>>>
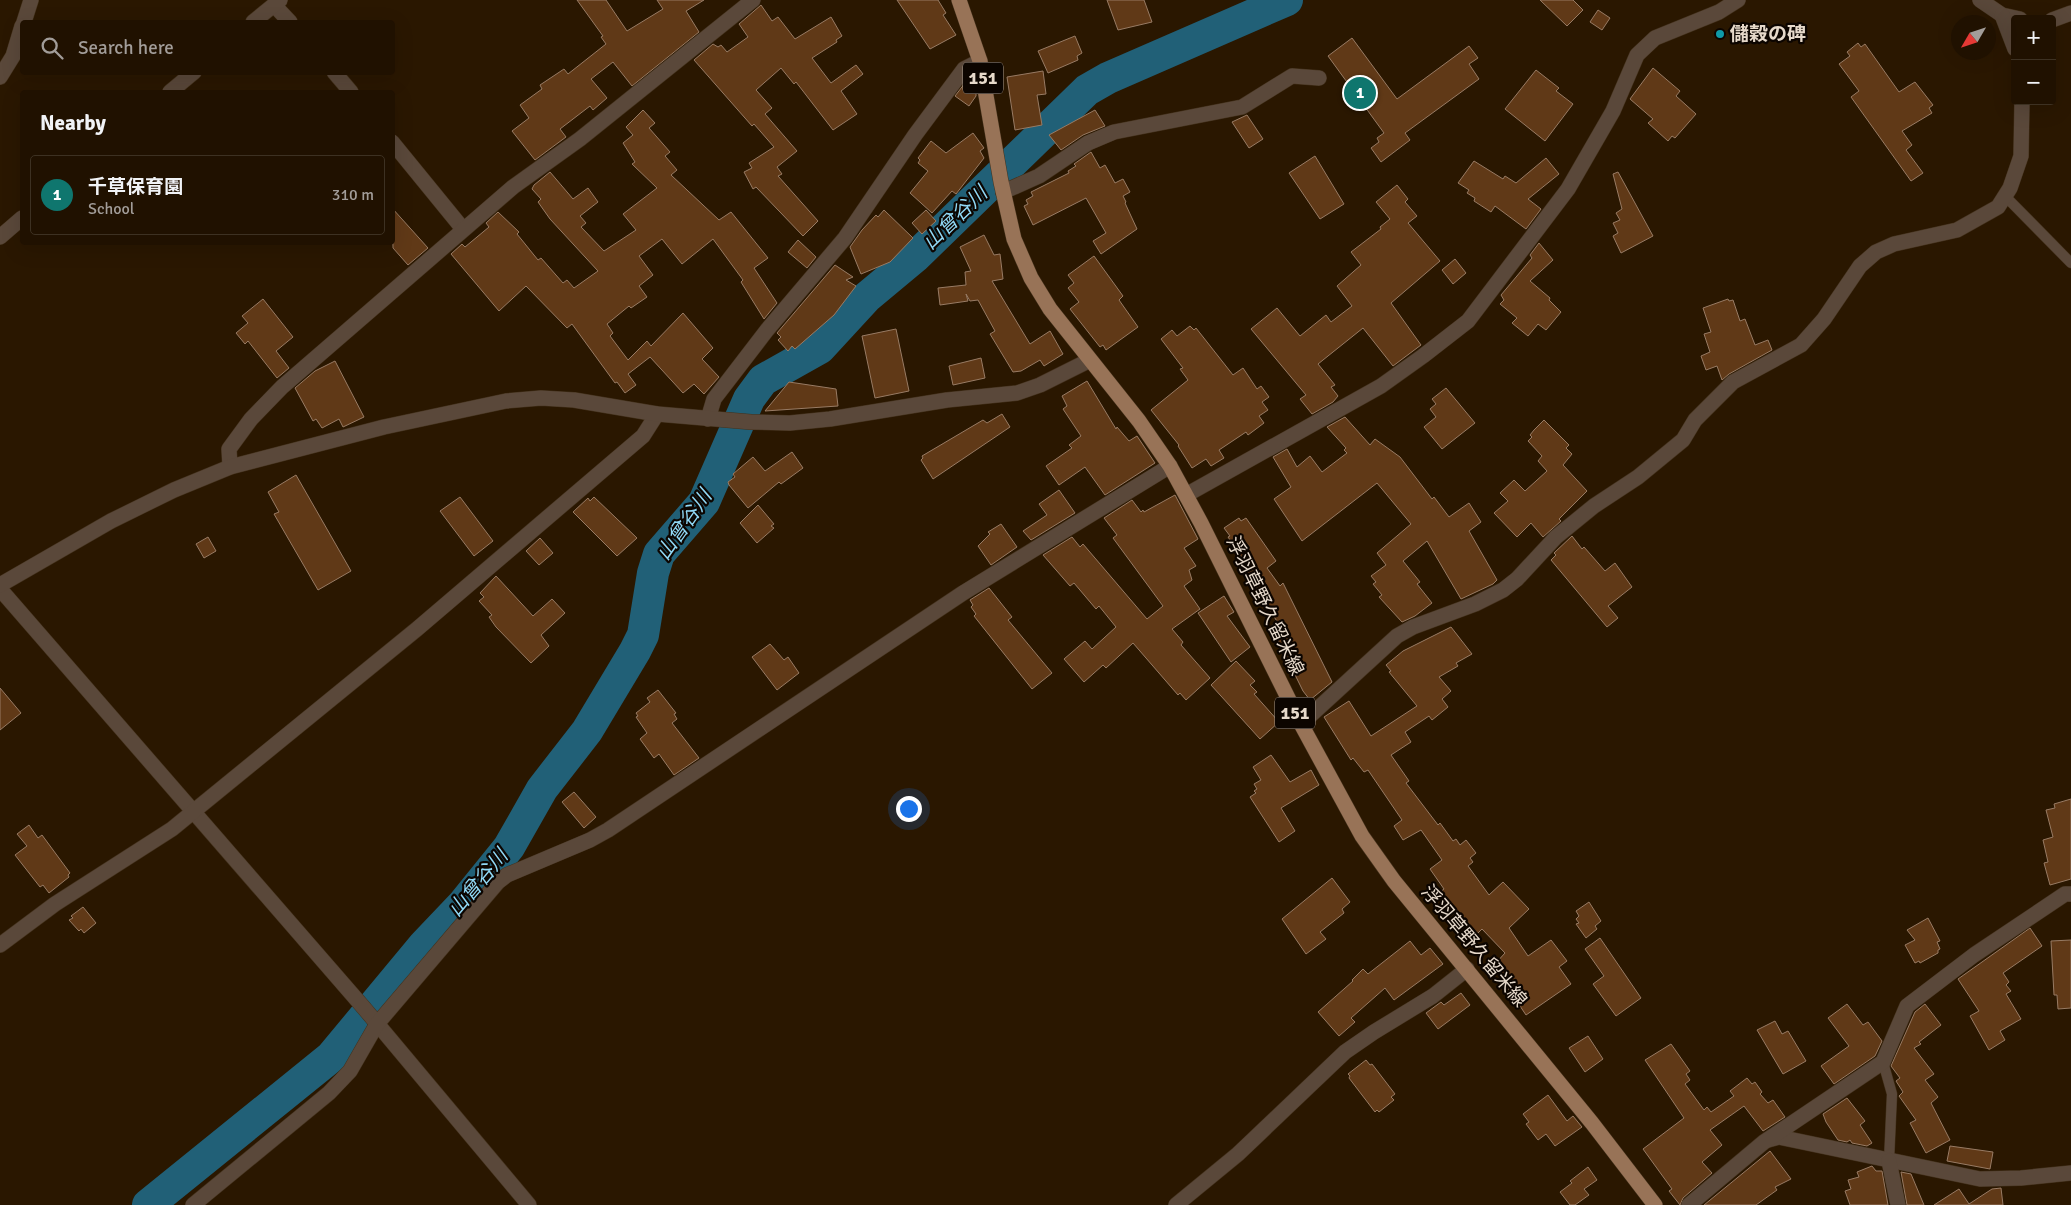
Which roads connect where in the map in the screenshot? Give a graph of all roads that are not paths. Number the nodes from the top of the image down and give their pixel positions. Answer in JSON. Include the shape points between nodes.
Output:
{"nodes":[{"id":1,"x":31,"y":0,"type":"edge"},
{"id":2,"x":753,"y":0,"type":"edge"},
{"id":3,"x":959,"y":0,"type":"edge"},
{"id":4,"x":1738,"y":0,"type":"edge"},
{"id":5,"x":1980,"y":0,"type":"edge"},
{"id":6,"x":277,"y":2,"type":"edge"},
{"id":7,"x":2071,"y":13,"type":"edge"},
{"id":8,"x":2002,"y":15,"type":"junction"},
{"id":9,"x":2011,"y":17,"type":"edge"},
{"id":10,"x":2056,"y":19,"type":"edge"},
{"id":11,"x":24,"y":20,"type":"edge"},
{"id":12,"x":255,"y":20,"type":"edge"},
{"id":13,"x":289,"y":20,"type":"edge"},
{"id":14,"x":20,"y":34,"type":"edge"},
{"id":15,"x":2011,"y":39,"type":"edge"},
{"id":16,"x":980,"y":62,"type":"junction"},
{"id":17,"x":190,"y":75,"type":"edge"},
{"id":18,"x":337,"y":75,"type":"edge"},
{"id":19,"x":0,"y":77,"type":"edge"},
{"id":20,"x":1320,"y":78,"type":"dead end"},
{"id":21,"x":172,"y":90,"type":"edge"},
{"id":22,"x":349,"y":90,"type":"edge"},
{"id":23,"x":2022,"y":105,"type":"edge"},
{"id":24,"x":395,"y":146,"type":"edge"},
{"id":25,"x":1002,"y":187,"type":"junction"},
{"id":26,"x":2004,"y":194,"type":"junction"},
{"id":27,"x":20,"y":220,"type":"edge"},
{"id":28,"x":462,"y":229,"type":"junction"},
{"id":29,"x":0,"y":237,"type":"edge"},
{"id":30,"x":2071,"y":263,"type":"edge"},
{"id":31,"x":1090,"y":360,"type":"junction"},
{"id":32,"x":657,"y":414,"type":"junction"},
{"id":33,"x":708,"y":419,"type":"junction"},
{"id":34,"x":1170,"y":466,"type":"junction"},
{"id":35,"x":230,"y":467,"type":"junction"},
{"id":36,"x":1186,"y":495,"type":"junction"},
{"id":37,"x":0,"y":587,"type":"edge"},
{"id":38,"x":1301,"y":724,"type":"junction"},
{"id":39,"x":194,"y":811,"type":"junction"},
{"id":40,"x":2071,"y":894,"type":"edge"},
{"id":41,"x":0,"y":945,"type":"edge"},
{"id":42,"x":1467,"y":969,"type":"junction"},
{"id":43,"x":371,"y":1017,"type":"junction"},
{"id":44,"x":1883,"y":1062,"type":"junction"},
{"id":45,"x":1764,"y":1142,"type":"junction"},
{"id":46,"x":1889,"y":1161,"type":"junction"},
{"id":47,"x":2071,"y":1172,"type":"edge"},
{"id":48,"x":194,"y":1205,"type":"edge"},
{"id":49,"x":529,"y":1205,"type":"edge"},
{"id":50,"x":1176,"y":1205,"type":"edge"},
{"id":51,"x":1655,"y":1205,"type":"edge"},
{"id":52,"x":1688,"y":1205,"type":"edge"},
{"id":53,"x":1898,"y":1205,"type":"edge"}],
"edges":[{"from":1,"to":11,"type":"street"},
{"from":2,"to":28,"type":"street"},
{"from":3,"to":16,"type":"main road","name":"浮羽草野久留米線","number":"151"},
{"from":4,"to":36,"type":"street","via":[[1719,12],[1655,38],[1636,55],[1612,111],[1568,189],[1468,321],[1381,386]]},
{"from":5,"to":8,"type":"street"},
{"from":6,"to":12,"type":"street"},
{"from":6,"to":13,"type":"street"},
{"from":7,"to":10,"type":"street"},
{"from":8,"to":9,"type":"street"},
{"from":8,"to":15,"type":"street"},
{"from":14,"to":19,"type":"street","via":[[13,56]]},
{"from":16,"to":25,"type":"main road","name":"浮羽草野久留米線","number":"151"},
{"from":16,"to":33,"type":"street","via":[[964,69],[845,238],[714,399]]},
{"from":17,"to":21,"type":"street"},
{"from":18,"to":22,"type":"street"},
{"from":20,"to":25,"type":"street","via":[[1292,76],[1242,107],[1114,132],[1088,143],[1038,176]]},
{"from":23,"to":26,"type":"street","via":[[2021,156],[2010,188]]},
{"from":24,"to":28,"type":"street"},
{"from":25,"to":31,"type":"main road","name":"浮羽草野久留米線","number":"151","via":[[1014,239],[1031,278],[1050,310]]},
{"from":26,"to":30,"type":"lane"},
{"from":26,"to":38,"type":"street","via":[[1998,207],[1956,230],[1894,244],[1876,252],[1860,266],[1824,320],[1801,345],[1733,382],[1695,420],[1684,440],[1638,477],[1594,506],[1517,579],[1475,604],[1397,636]]},
{"from":27,"to":29,"type":"street"},
{"from":28,"to":35,"type":"street","via":[[282,387],[251,419],[229,449]]},
{"from":31,"to":33,"type":"street","via":[[1040,386],[1017,393],[790,423]]},
{"from":31,"to":34,"type":"main road","name":"浮羽草野久留米線","number":"151"},
{"from":32,"to":33,"type":"street"},
{"from":32,"to":35,"type":"street","via":[[574,400],[506,401],[384,427]]},
{"from":32,"to":39,"type":"street","via":[[643,436],[417,629]]},
{"from":34,"to":36,"type":"main road","name":"浮羽草野久留米線","number":"151"},
{"from":34,"to":43,"type":"street","via":[[963,593],[608,830],[507,875]]},
{"from":35,"to":37,"type":"street","via":[[111,521]]},
{"from":36,"to":38,"type":"main road","name":"浮羽草野久留米線","number":"151"},
{"from":37,"to":39,"type":"street"},
{"from":38,"to":42,"type":"main road","name":"浮羽草野久留米線","number":"151","via":[[1362,836],[1394,881]]},
{"from":39,"to":41,"type":"street"},
{"from":39,"to":43,"type":"street"},
{"from":40,"to":44,"type":"street","via":[[2065,894],[1974,955],[1907,1006]]},
{"from":42,"to":50,"type":"street","via":[[1433,996],[1345,1052],[1238,1154]]},
{"from":42,"to":51,"type":"main road","name":"浮羽草野久留米線","number":"151"},
{"from":43,"to":48,"type":"street","via":[[350,1071],[329,1093]]},
{"from":43,"to":49,"type":"street"},
{"from":44,"to":45,"type":"street"},
{"from":44,"to":46,"type":"lane","via":[[1892,1094]]},
{"from":45,"to":46,"type":"street","via":[[1779,1137]]},
{"from":45,"to":52,"type":"street"},
{"from":46,"to":47,"type":"street","via":[[1980,1179]]},
{"from":46,"to":53,"type":"street"}]}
<<<
Pictures stay out, and every line of the records is transcribed exactly.

SOLVED EXERCISE:
Which roads connect where in the map in the screenshot? Give a graph of all roads that are not paths. Number the nodes from the top of the image down and give their pixel positions. Answer in JSON. Include the shape points between nodes.
Output:
{"nodes":[{"id":1,"x":31,"y":0,"type":"edge"},
{"id":2,"x":753,"y":0,"type":"edge"},
{"id":3,"x":959,"y":0,"type":"edge"},
{"id":4,"x":1738,"y":0,"type":"edge"},
{"id":5,"x":1980,"y":0,"type":"edge"},
{"id":6,"x":277,"y":2,"type":"edge"},
{"id":7,"x":2071,"y":13,"type":"edge"},
{"id":8,"x":2002,"y":15,"type":"junction"},
{"id":9,"x":2011,"y":17,"type":"edge"},
{"id":10,"x":2056,"y":19,"type":"edge"},
{"id":11,"x":24,"y":20,"type":"edge"},
{"id":12,"x":255,"y":20,"type":"edge"},
{"id":13,"x":289,"y":20,"type":"edge"},
{"id":14,"x":20,"y":34,"type":"edge"},
{"id":15,"x":2011,"y":39,"type":"edge"},
{"id":16,"x":980,"y":62,"type":"junction"},
{"id":17,"x":190,"y":75,"type":"edge"},
{"id":18,"x":337,"y":75,"type":"edge"},
{"id":19,"x":0,"y":77,"type":"edge"},
{"id":20,"x":1320,"y":78,"type":"dead end"},
{"id":21,"x":172,"y":90,"type":"edge"},
{"id":22,"x":349,"y":90,"type":"edge"},
{"id":23,"x":2022,"y":105,"type":"edge"},
{"id":24,"x":395,"y":146,"type":"edge"},
{"id":25,"x":1002,"y":187,"type":"junction"},
{"id":26,"x":2004,"y":194,"type":"junction"},
{"id":27,"x":20,"y":220,"type":"edge"},
{"id":28,"x":462,"y":229,"type":"junction"},
{"id":29,"x":0,"y":237,"type":"edge"},
{"id":30,"x":2071,"y":263,"type":"edge"},
{"id":31,"x":1090,"y":360,"type":"junction"},
{"id":32,"x":657,"y":414,"type":"junction"},
{"id":33,"x":708,"y":419,"type":"junction"},
{"id":34,"x":1170,"y":466,"type":"junction"},
{"id":35,"x":230,"y":467,"type":"junction"},
{"id":36,"x":1186,"y":495,"type":"junction"},
{"id":37,"x":0,"y":587,"type":"edge"},
{"id":38,"x":1301,"y":724,"type":"junction"},
{"id":39,"x":194,"y":811,"type":"junction"},
{"id":40,"x":2071,"y":894,"type":"edge"},
{"id":41,"x":0,"y":945,"type":"edge"},
{"id":42,"x":1467,"y":969,"type":"junction"},
{"id":43,"x":371,"y":1017,"type":"junction"},
{"id":44,"x":1883,"y":1062,"type":"junction"},
{"id":45,"x":1764,"y":1142,"type":"junction"},
{"id":46,"x":1889,"y":1161,"type":"junction"},
{"id":47,"x":2071,"y":1172,"type":"edge"},
{"id":48,"x":194,"y":1205,"type":"edge"},
{"id":49,"x":529,"y":1205,"type":"edge"},
{"id":50,"x":1176,"y":1205,"type":"edge"},
{"id":51,"x":1655,"y":1205,"type":"edge"},
{"id":52,"x":1688,"y":1205,"type":"edge"},
{"id":53,"x":1898,"y":1205,"type":"edge"}],
"edges":[{"from":1,"to":11,"type":"street"},
{"from":2,"to":28,"type":"street"},
{"from":3,"to":16,"type":"main road","name":"浮羽草野久留米線","number":"151"},
{"from":4,"to":36,"type":"street","via":[[1719,12],[1655,38],[1636,55],[1612,111],[1568,189],[1468,321],[1381,386]]},
{"from":5,"to":8,"type":"street"},
{"from":6,"to":12,"type":"street"},
{"from":6,"to":13,"type":"street"},
{"from":7,"to":10,"type":"street"},
{"from":8,"to":9,"type":"street"},
{"from":8,"to":15,"type":"street"},
{"from":14,"to":19,"type":"street","via":[[13,56]]},
{"from":16,"to":25,"type":"main road","name":"浮羽草野久留米線","number":"151"},
{"from":16,"to":33,"type":"street","via":[[964,69],[845,238],[714,399]]},
{"from":17,"to":21,"type":"street"},
{"from":18,"to":22,"type":"street"},
{"from":20,"to":25,"type":"street","via":[[1292,76],[1242,107],[1114,132],[1088,143],[1038,176]]},
{"from":23,"to":26,"type":"street","via":[[2021,156],[2010,188]]},
{"from":24,"to":28,"type":"street"},
{"from":25,"to":31,"type":"main road","name":"浮羽草野久留米線","number":"151","via":[[1014,239],[1031,278],[1050,310]]},
{"from":26,"to":30,"type":"lane"},
{"from":26,"to":38,"type":"street","via":[[1998,207],[1956,230],[1894,244],[1876,252],[1860,266],[1824,320],[1801,345],[1733,382],[1695,420],[1684,440],[1638,477],[1594,506],[1517,579],[1475,604],[1397,636]]},
{"from":27,"to":29,"type":"street"},
{"from":28,"to":35,"type":"street","via":[[282,387],[251,419],[229,449]]},
{"from":31,"to":33,"type":"street","via":[[1040,386],[1017,393],[790,423]]},
{"from":31,"to":34,"type":"main road","name":"浮羽草野久留米線","number":"151"},
{"from":32,"to":33,"type":"street"},
{"from":32,"to":35,"type":"street","via":[[574,400],[506,401],[384,427]]},
{"from":32,"to":39,"type":"street","via":[[643,436],[417,629]]},
{"from":34,"to":36,"type":"main road","name":"浮羽草野久留米線","number":"151"},
{"from":34,"to":43,"type":"street","via":[[963,593],[608,830],[507,875]]},
{"from":35,"to":37,"type":"street","via":[[111,521]]},
{"from":36,"to":38,"type":"main road","name":"浮羽草野久留米線","number":"151"},
{"from":37,"to":39,"type":"street"},
{"from":38,"to":42,"type":"main road","name":"浮羽草野久留米線","number":"151","via":[[1362,836],[1394,881]]},
{"from":39,"to":41,"type":"street"},
{"from":39,"to":43,"type":"street"},
{"from":40,"to":44,"type":"street","via":[[2065,894],[1974,955],[1907,1006]]},
{"from":42,"to":50,"type":"street","via":[[1433,996],[1345,1052],[1238,1154]]},
{"from":42,"to":51,"type":"main road","name":"浮羽草野久留米線","number":"151"},
{"from":43,"to":48,"type":"street","via":[[350,1071],[329,1093]]},
{"from":43,"to":49,"type":"street"},
{"from":44,"to":45,"type":"street"},
{"from":44,"to":46,"type":"lane","via":[[1892,1094]]},
{"from":45,"to":46,"type":"street","via":[[1779,1137]]},
{"from":45,"to":52,"type":"street"},
{"from":46,"to":47,"type":"street","via":[[1980,1179]]},
{"from":46,"to":53,"type":"street"}]}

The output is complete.